*THE PROBLEM*
Please copy each line of the data that includes the string "Agua".

*DATA FOR THE TASK*
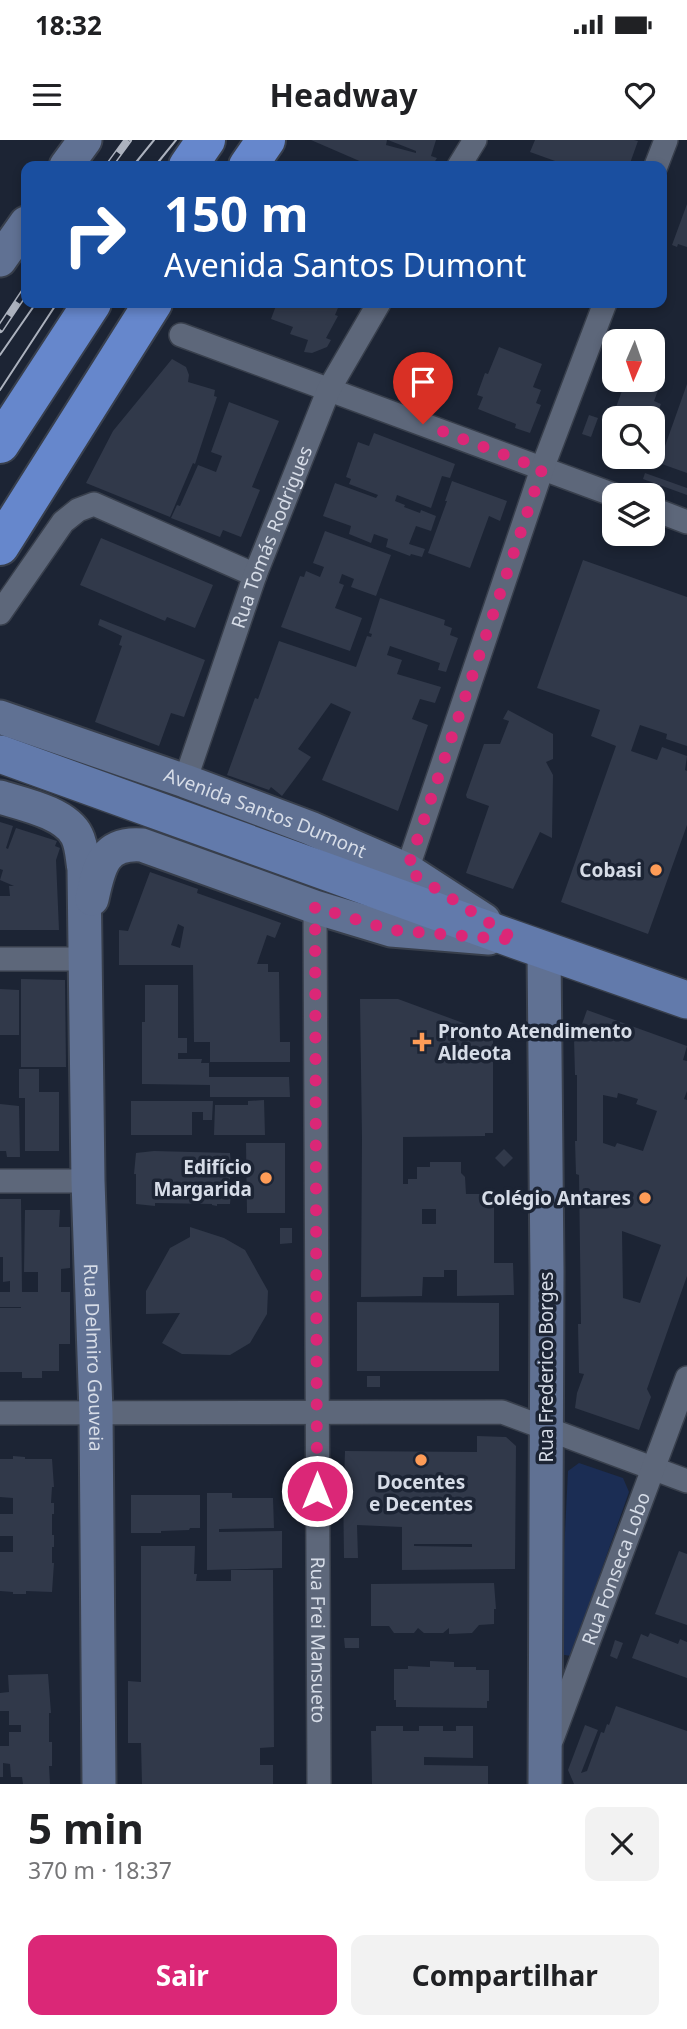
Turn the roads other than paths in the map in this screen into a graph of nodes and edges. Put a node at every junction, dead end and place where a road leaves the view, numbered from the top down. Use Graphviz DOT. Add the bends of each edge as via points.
graph roads {
  1 [pos="85,140"];
  2 [pos="206,140"];
  3 [pos="266,140"];
  4 [pos="475,140"];
  5 [pos="666,140"];
  6 [pos="70,161"];
  7 [pos="191,161"];
  8 [pos="251,161"];
  9 [pos="462,161"];
  10 [pos="658,161"];
  11 [pos="21,230"];
  12 [pos="0,260"];
  13 [pos="89,308"];
  14 [pos="150,308"];
  15 [pos="376,308"];
  16 [pos="603,308"];
  17 [pos="181,335"];
  18 [pos="329,389"];
  19 [pos="0,444"];
  20 [pos="542,469"];
  21 [pos="602,491"];
  22 [pos="665,514"];
  23 [pos="687,522"];
  24 [pos="0,546"];
  25 [pos="255,575"];
  26 [pos="0,613"];
  27 [pos="0,717"];
  28 [pos="0,754"];
  29 [pos="185,781"];
  30 [pos="0,797"];
  31 [pos="407,870"];
  32 [pos="315,907"];
  33 [pos="84,945"];
  34 [pos="530,945"];
  35 [pos="0,959"];
  36 [pos="687,1000"];
  37 [pos="0,1181"];
  38 [pos="88,1181"];
  39 [pos="687,1378"];
  40 [pos="317,1411"];
  41 [pos="96,1412"];
  42 [pos="0,1413"];
  43 [pos="545,1429"];
  44 [pos="653,1469"];
  45 [pos="687,1481"];
  46 [pos="545,1771"];
  47 [pos="99,1784"];
  48 [pos="319,1784"];
  1 -- 6 [label="street"];
  2 -- 7 [label="highway"];
  3 -- 8 [label="highway"];
  4 -- 9 [label="street"];
  5 -- 10 [label="street"];
  11 -- 12 [label="street"];
  13 -- 19 [label="highway"];
  14 -- 24 [label="highway"];
  15 -- 18 [label="street, Rua Tomás Rodrigues"];
  16 -- 20 [label="street"];
  17 -- 18 [label="street"];
  18 -- 20 [label="street"];
  18 -- 25 [label="street, Rua Tomás Rodrigues"];
  20 -- 21 [label="street"];
  20 -- 31 [label="street"];
  22 -- 23 [label="street"];
  25 -- 26 [label="street" via="94,504 63,522"];
  25 -- 29 [label="street, Rua Tomás Rodrigues"];
  27 -- 29 [label="street, Avenida Santos Dumont"];
  28 -- 34 [label="main road, Avenida Santos Dumont"];
  29 -- 31 [label="street, Avenida Santos Dumont"];
  30 -- 33 [label="street" via="43,810 76,834 83,869"];
  31 -- 34 [label="street, Avenida Santos Dumont"];
  32 -- 33 [label="street, Avenida Santos Dumont" via="142,845 127,844 113,850 98,873"];
  32 -- 34 [label="street, Avenida Santos Dumont" via="391,930"];
  32 -- 40 [label="street, Rua Frei Mansueto"];
  33 -- 35 [label="street"];
  33 -- 38 [label="street, Rua Delmiro Gouveia"];
  34 -- 36 [label="main road, Avenida Santos Dumont"];
  34 -- 43 [label="street, Rua Frederico Borges" via="547,1271"];
  37 -- 38 [label="street"];
  38 -- 41 [label="street, Rua Delmiro Gouveia"];
  39 -- 44 [label="street, Rua Fonseca Lobo"];
  40 -- 41 [label="street"];
  40 -- 43 [label="street" via="502,1412"];
  40 -- 48 [label="street, Rua Frei Mansueto"];
  41 -- 42 [label="street"];
  41 -- 47 [label="street, Rua Delmiro Gouveia"];
  43 -- 44 [label="street"];
  43 -- 46 [label="street, Rua Frederico Borges"];
  44 -- 45 [label="street"];
  44 -- 46 [label="street, Rua Fonseca Lobo"];
}
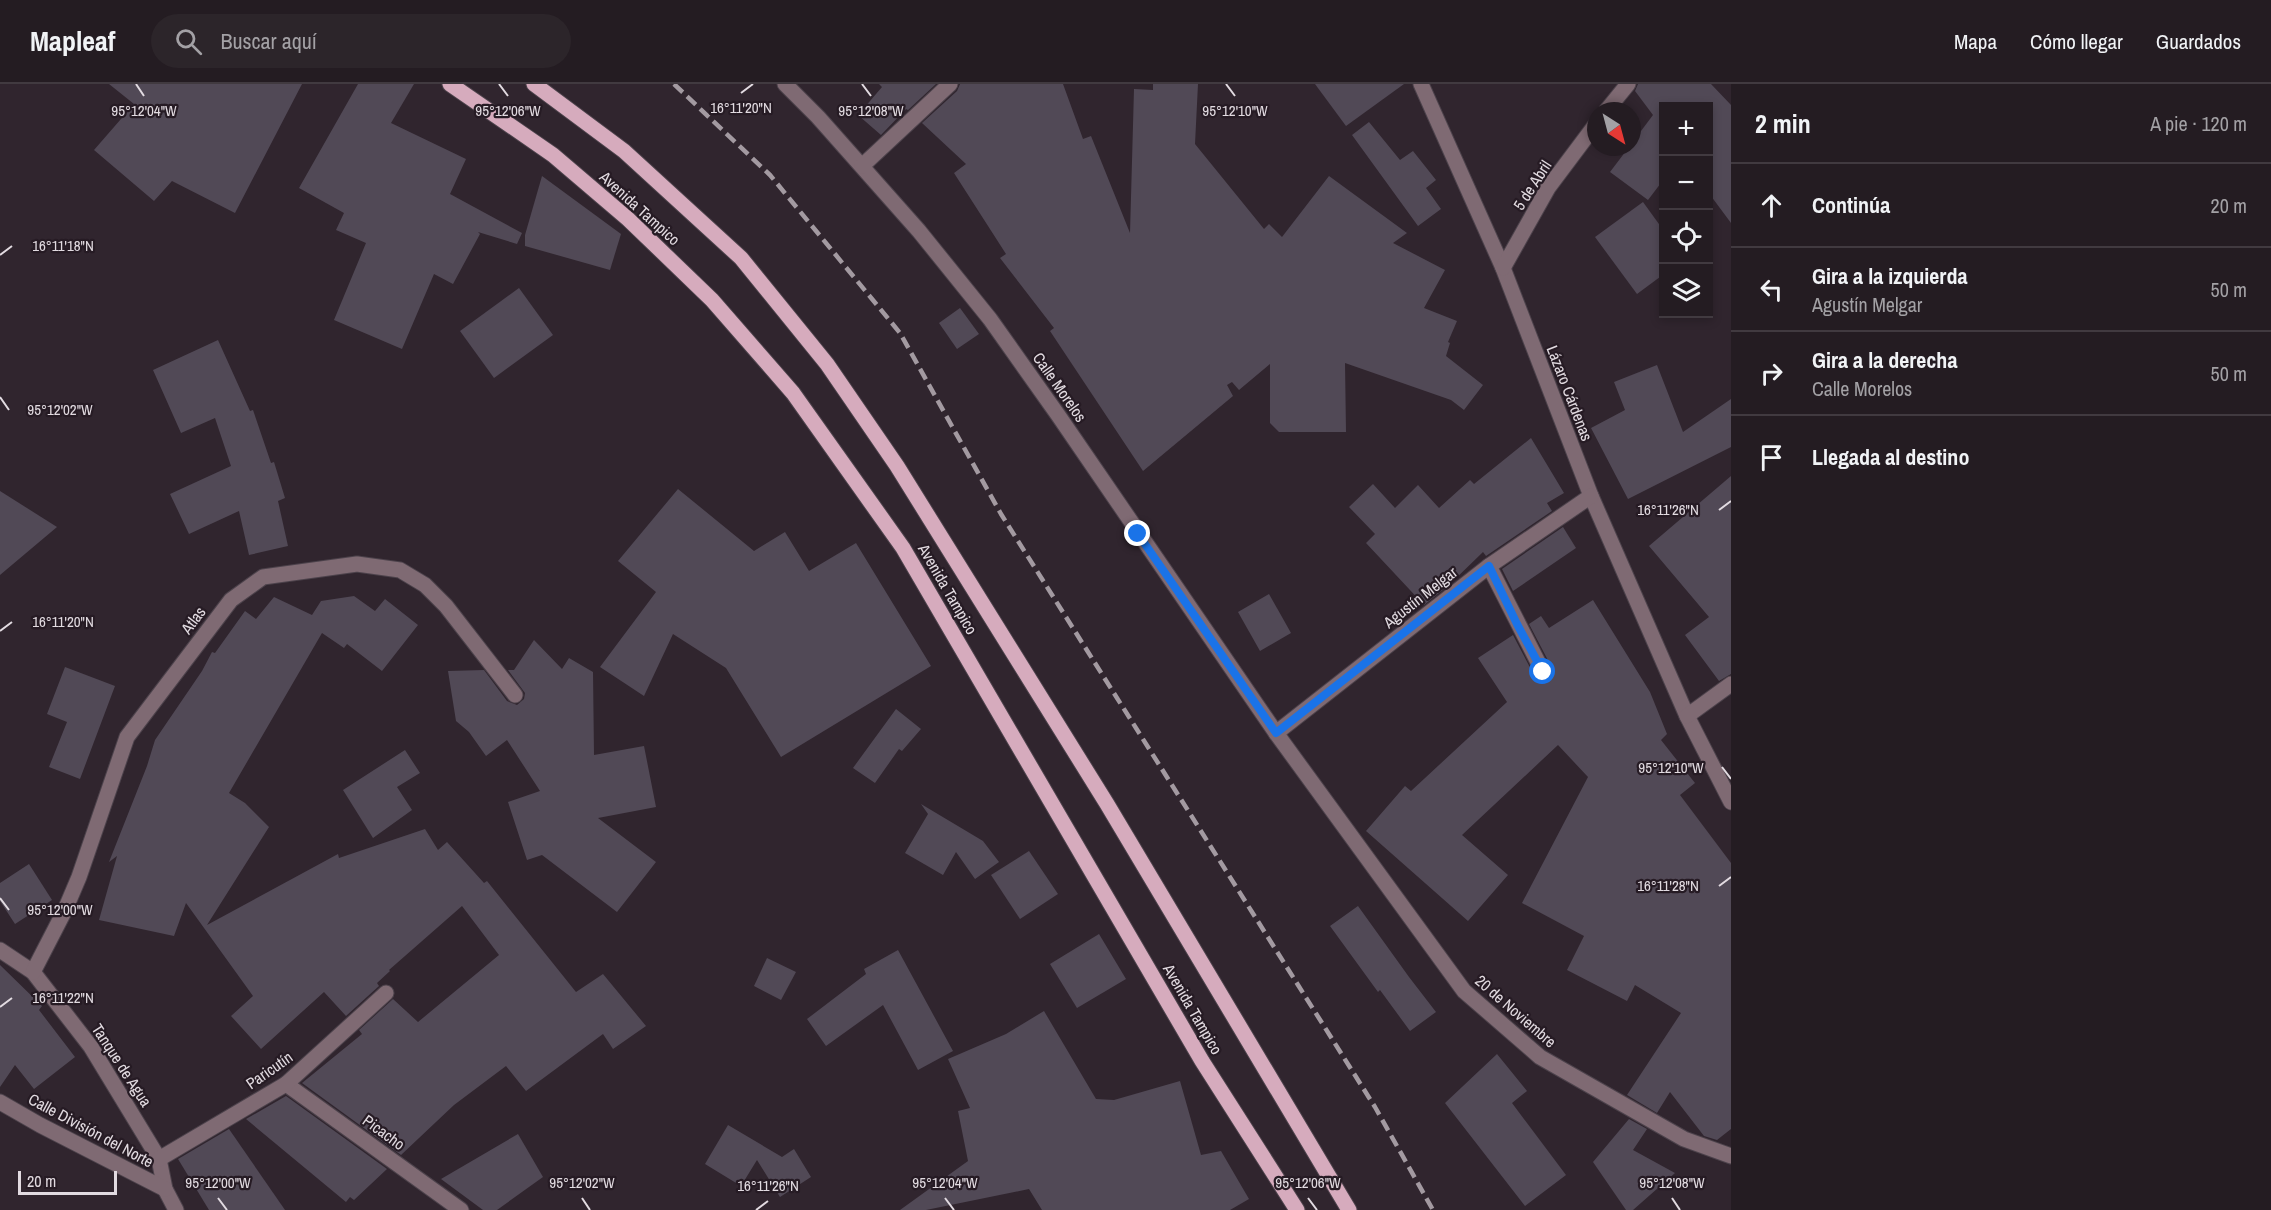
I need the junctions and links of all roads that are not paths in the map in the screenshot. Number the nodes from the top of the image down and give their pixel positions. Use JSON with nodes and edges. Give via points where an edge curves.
{"nodes":[{"id":1,"x":450,"y":84,"type":"edge"},
{"id":2,"x":534,"y":84,"type":"edge"},
{"id":3,"x":950,"y":84,"type":"edge"},
{"id":4,"x":1421,"y":84,"type":"edge"},
{"id":5,"x":1628,"y":84,"type":"edge"},
{"id":6,"x":787,"y":85,"type":"edge"},
{"id":7,"x":1613,"y":102,"type":"edge"},
{"id":8,"x":1587,"y":136,"type":"edge"},
{"id":9,"x":862,"y":166,"type":"junction"},
{"id":10,"x":1503,"y":268,"type":"junction"},
{"id":11,"x":1591,"y":496,"type":"junction"},
{"id":12,"x":1489,"y":566,"type":"junction"},
{"id":13,"x":1543,"y":672,"type":"dead end"},
{"id":14,"x":1731,"y":684,"type":"edge"},
{"id":15,"x":515,"y":695,"type":"dead end"},
{"id":16,"x":1687,"y":716,"type":"junction"},
{"id":17,"x":1276,"y":733,"type":"junction"},
{"id":18,"x":1731,"y":802,"type":"edge"},
{"id":19,"x":0,"y":950,"type":"edge"},
{"id":20,"x":33,"y":972,"type":"junction"},
{"id":21,"x":386,"y":993,"type":"dead end"},
{"id":22,"x":286,"y":1084,"type":"junction"},
{"id":23,"x":0,"y":1102,"type":"edge"},
{"id":24,"x":1731,"y":1156,"type":"edge"},
{"id":25,"x":159,"y":1159,"type":"junction"},
{"id":26,"x":165,"y":1189,"type":"junction"},
{"id":27,"x":176,"y":1210,"type":"edge"},
{"id":28,"x":461,"y":1210,"type":"edge"},
{"id":29,"x":1297,"y":1210,"type":"edge"},
{"id":30,"x":1349,"y":1210,"type":"edge"}],
"edges":[{"from":1,"to":29,"type":"main road","name":"Avenida Tampico","via":[[553,155],[628,219],[712,300],[793,393],[903,548],[1202,1061]]},
{"from":2,"to":30,"type":"main road","name":"Avenida Tampico","via":[[624,151],[741,258],[827,364],[897,466],[1107,804]]},
{"from":3,"to":9,"type":"street"},
{"from":4,"to":10,"type":"street","name":"Lázaro Cárdenas"},
{"from":5,"to":7,"type":"street"},
{"from":6,"to":9,"type":"street","name":"Calle Morelos"},
{"from":8,"to":10,"type":"street","name":"5 de Abril","via":[[1548,188]]},
{"from":9,"to":17,"type":"street","name":"Calle Morelos","via":[[990,319]]},
{"from":10,"to":11,"type":"street","name":"Lázaro Cárdenas"},
{"from":11,"to":12,"type":"street","name":"Agustín Melgar"},
{"from":11,"to":16,"type":"street","name":"Lázaro Cárdenas"},
{"from":12,"to":13,"type":"street"},
{"from":12,"to":17,"type":"street","name":"Agustín Melgar"},
{"from":14,"to":16,"type":"street"},
{"from":15,"to":20,"type":"street","name":"Atlas","via":[[446,606],[425,585],[400,570],[357,564],[263,577],[231,600],[127,737],[79,877]]},
{"from":16,"to":18,"type":"street","name":"Lázaro Cárdenas"},
{"from":17,"to":24,"type":"street","name":"20 de Noviembre","via":[[1464,991],[1540,1057],[1684,1139]]},
{"from":19,"to":20,"type":"street","name":"Tanque de Agua"},
{"from":20,"to":25,"type":"street","name":"Tanque de Agua","via":[[91,1047]]},
{"from":21,"to":22,"type":"street","name":"Paricutín"},
{"from":22,"to":25,"type":"street","name":"Paricutín"},
{"from":22,"to":28,"type":"street","name":"Picacho"},
{"from":23,"to":26,"type":"street","name":"Calle División del Norte"},
{"from":25,"to":26,"type":"street","name":"Tanque de Agua"},
{"from":26,"to":27,"type":"street","name":"Tanque de Agua"}]}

*YOUR SOLUTION*
{"from":19,"to":20,"type":"street","name":"Tanque de Agua"},
{"from":20,"to":25,"type":"street","name":"Tanque de Agua","via":[[91,1047]]},
{"from":25,"to":26,"type":"street","name":"Tanque de Agua"},
{"from":26,"to":27,"type":"street","name":"Tanque de Agua"}]}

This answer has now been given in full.